How could we take these data further? To be able to measure the earliest steps of phenotype evolution before LVH is an opportunity. Sarcomeric HCM mutations have variable penetrance making the identification of early changes and therefore potential therapeutic targets harder. Here, in FD, a cohort likely to be about to develop LVH can be recognized with the potential to identify early biomarkers and key pathways for FD, with insights transferable to more complex diseases that may lead to the development of Precision Medicines.


Within FD, the typical LVH-negative patient is currently untreated. Where there is a low T1 (storage), particularly with ECG changes (conduction disease) or late gadolinium enhancement/troponin elevation (inflammation), it is conceivable that therapy could switch disease off before the activation of potentially self-sustaining hypertrophic pathways. On the other hand, patients without storage may represent a stable, disease free, nonprogressing phenotype, confidently requiring no therapy. Clinical trials testing these hypotheses seem worthwhile.

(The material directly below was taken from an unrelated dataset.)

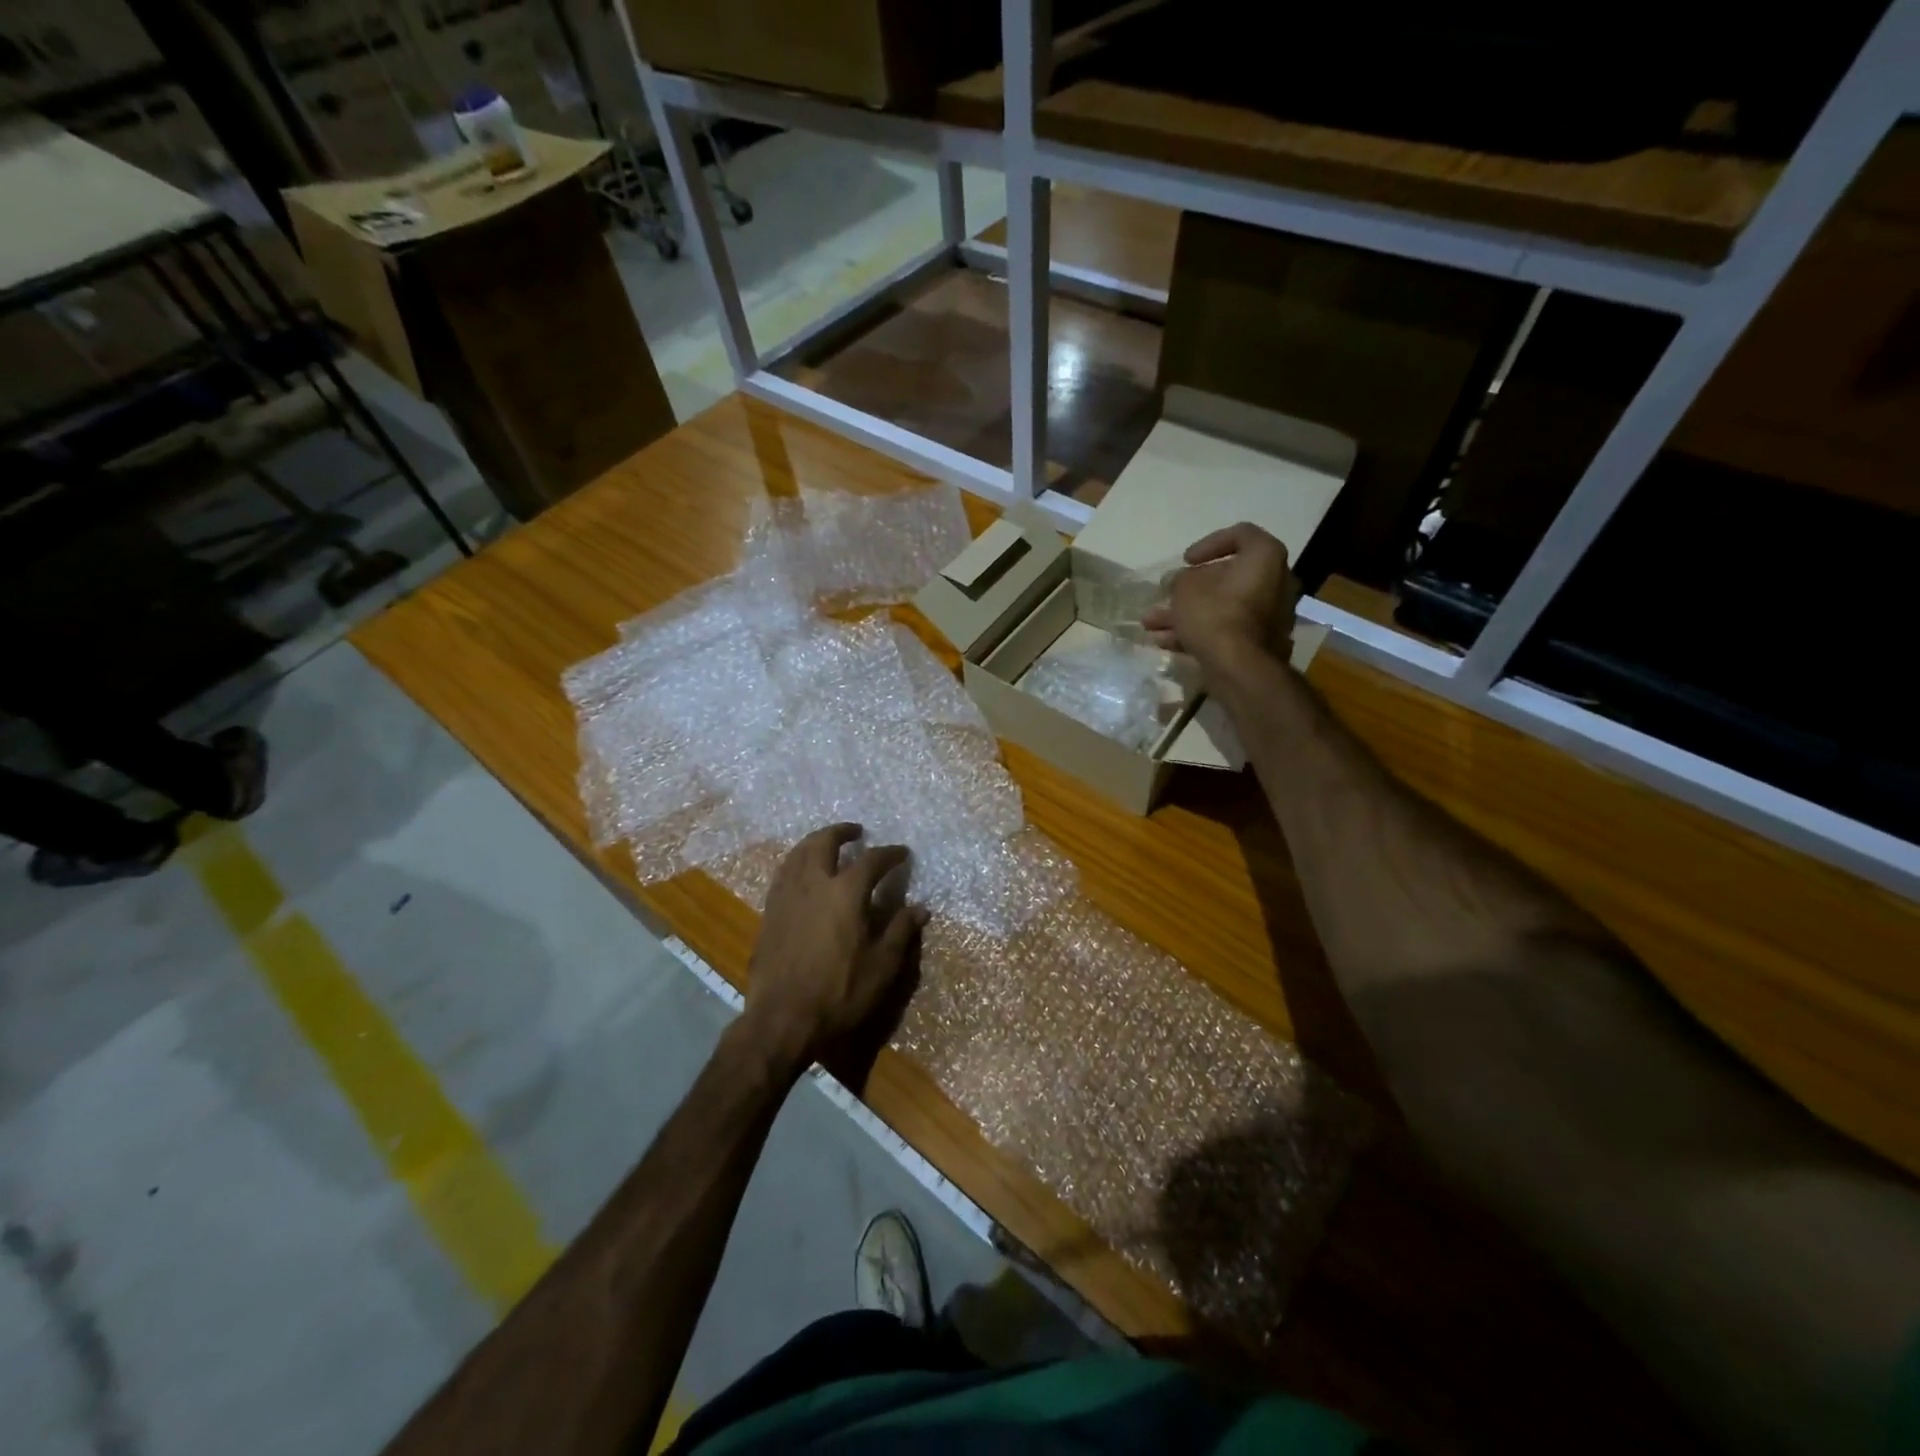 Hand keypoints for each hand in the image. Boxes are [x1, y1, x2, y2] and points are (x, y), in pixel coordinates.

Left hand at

The authors Camporeale et al9 should be congratulated on their study and the potential insights it and other similar studies may provide, partly for the rare disease under investigation, but also for the transferability of insights into more prevalent conditions.


Dr Moon is PI on an investigator-led grant from Sanofi Genzyme and has received honoraria from Sanofi Genzyme and Shire-Takeda. The other author reports no conflicts.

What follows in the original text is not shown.